Whether you have a business for sale or want to acquire a business, you should do valuation of your business. If company valuation is done properly, you will be able to ask fair market price and increase the chances of getting deal closed quickly. There are various methods used for business valuation such as Capital Asset Pricing Model, Modified Capital Asset Pricing Model and Weighted Average cost of Capital. We have explained here few business valuation method using Income approach to help you understand it.
Valuation based on Income approach demonstrates how to value a company based on its ability to generate desired income or economic benefits to its owners. The financial benefits such as discretionary cash flow or net cash flow is multiplied, discounted or capitalized to perform business valuations. Proper selection of capitalization rate or discount rate or valuation multiples will be the key for effective valuation of your business.
Discounted Cash Flow Method
- It is used to determine present value of the business.
- The discount rate represents the expected rate of return that the buyer has to surrender by investing in business instead of other investments with a comparable level of risk.
- It is calculated based on future projection of cash flow and therefore you have to be realistic rather than optimistic or pessimistic.
- Identify each activity related to revenue generation and estimate future cash flow
- Bifurcate various fixed and variable costs and expenditures.
- Apply appropriate growth rate to the projections. There are two approaches in discount cash flow – Equity Approach and Firm Approach
- Determine future capacity of utilization of business
- Discount rate is arrived by determining the cost of each provider of capital and taking weighted average of that.
Capitalization of Earnings Method
- A capitalization rate is applied in methods of business valuation that are based on business data for a single period of time.
- The capitalization of earnings is particularly useful when the future earnings can be predicted easily and accurately.

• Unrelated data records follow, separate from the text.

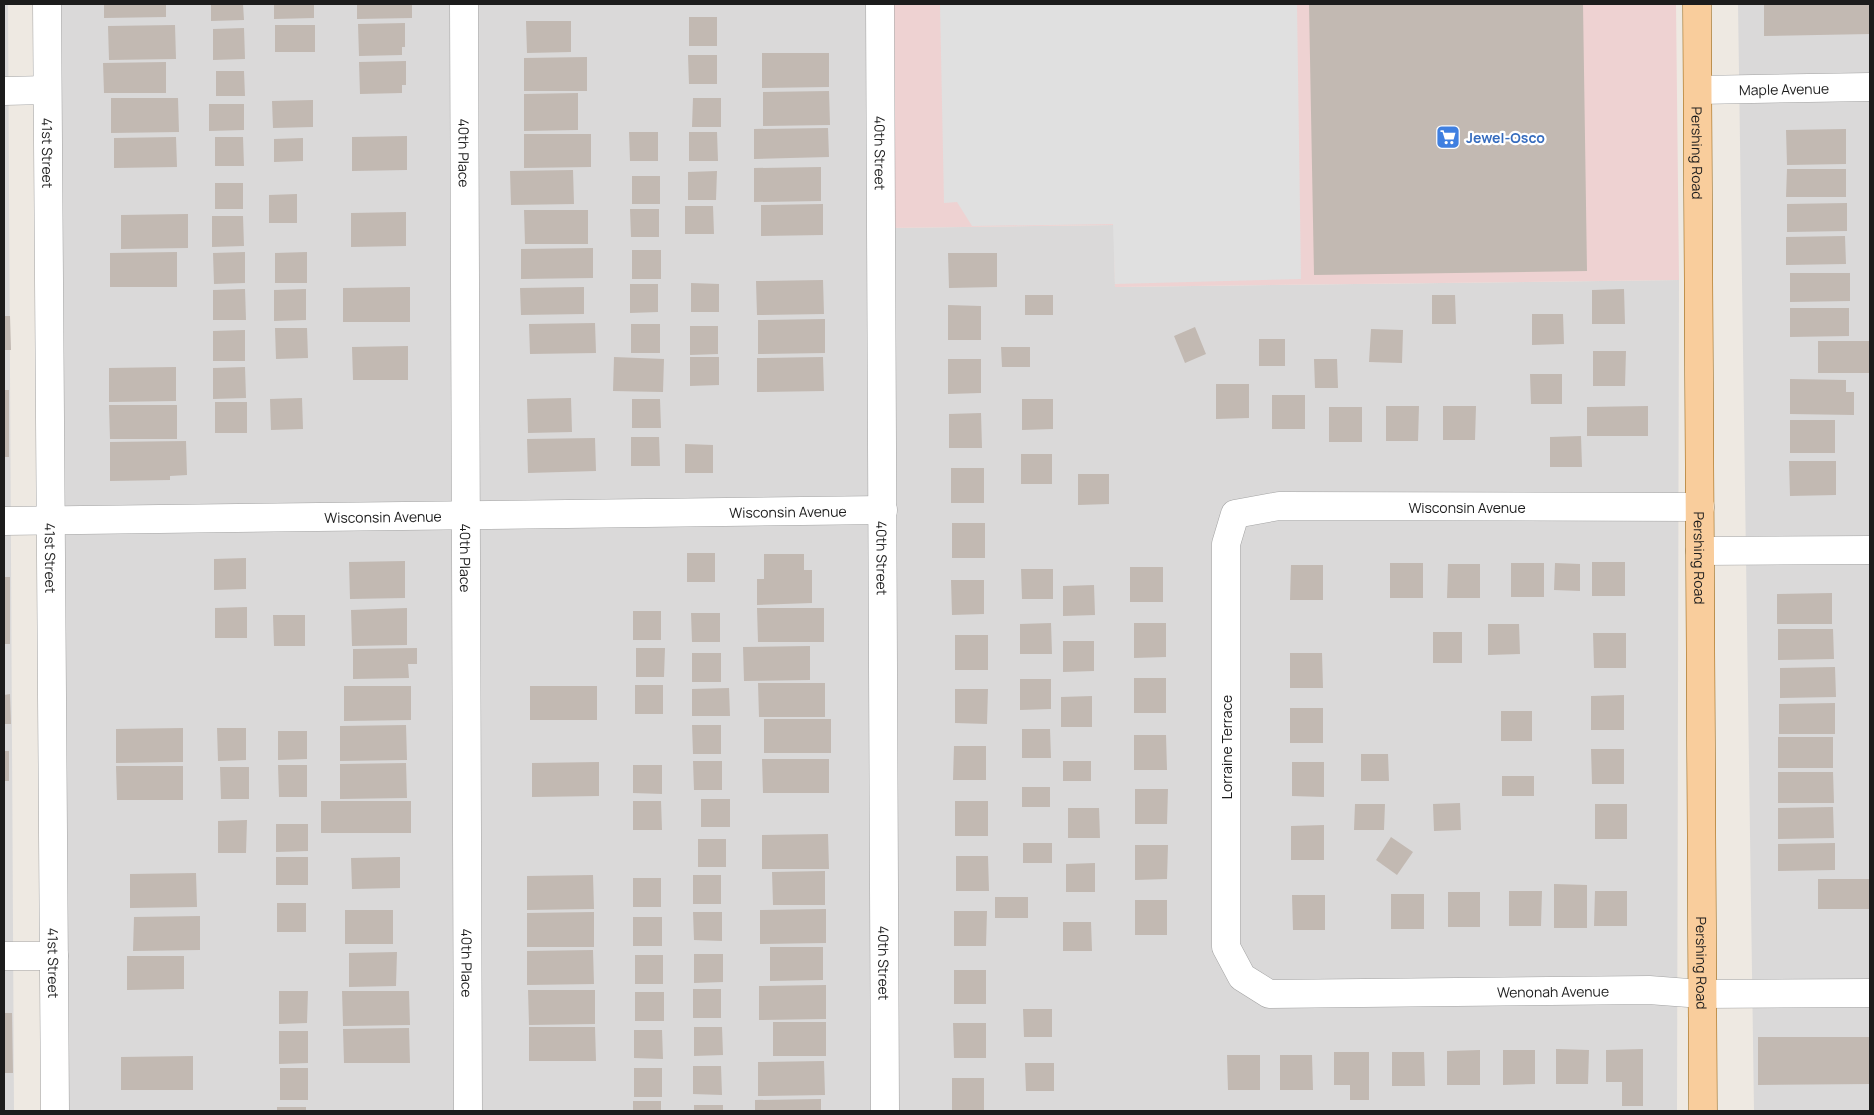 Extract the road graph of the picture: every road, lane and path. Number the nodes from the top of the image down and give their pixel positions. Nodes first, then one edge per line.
1 (47, 4) edge
2 (464, 4) edge
3 (880, 4) edge
4 (1697, 4) edge
5 (1870, 87) edge
6 (47, 90) junction
7 (1698, 90) junction
8 (4, 91) edge
9 (1700, 508) junction
10 (883, 510) junction
11 (1235, 514) joint
12 (467, 515) junction
13 (4, 521) edge
14 (51, 521) junction
15 (1870, 550) edge
16 (1700, 551) junction
17 (4, 956) edge
18 (54, 956) junction
19 (1242, 978) joint
20 (1702, 994) junction
21 (1870, 994) edge
22 (55, 1111) edge
23 (468, 1111) edge
24 (886, 1111) edge
25 (1703, 1111) edge

1 - 6 street, 41st Street
2 - 12 street, 40th Place
3 - 10 street, 40th Street
4 - 7 main road, Pershing Road
5 - 7 street, Maple Avenue
6 - 8 street
6 - 14 street, 41st Street
7 - 9 main road, Pershing Road
9 - 11 street, Wisconsin Avenue
9 - 16 main road, Pershing Road
10 - 12 street, Wisconsin Avenue
10 - 24 street, 40th Street
11 - 19 street, Lorraine Terrace
12 - 14 street, Wisconsin Avenue
12 - 23 street, 40th Place
13 - 14 street, Wisconsin Avenue
14 - 18 street, 41st Street
15 - 16 street
16 - 20 main road, Pershing Road
17 - 18 street
18 - 22 street, 41st Street
19 - 20 street, Wenonah Avenue
20 - 21 street, Wenonah Avenue
20 - 25 main road, Pershing Road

Valuation using multiples or relative valuation
It is a method of estimating the value of an asset by comparing it to the values assessed by the market for similar assets. Valuation multiples are the fastest way to assess value, and are useful in comparing similar companies. It could be useful in refining cash flow estimates and testing the reliability of DCF-based valuations. The indication is that similar companies sell at comparable prices.
- Classifying similar assets and finding market values for these assets.
- Transforming these market values into uniform values relative to a key statistic, since the absolute prices cannot be compared. This process of normalizing creates valuation multiples.
- Applying the valuation multiple to the key statistic of the asset being valued, controlling for any differences between asset and the peer group that might affect the multiple.
These are just an overview of the methods for your quick understanding. It is recommended to consult a professional valuation expert for valuing a business.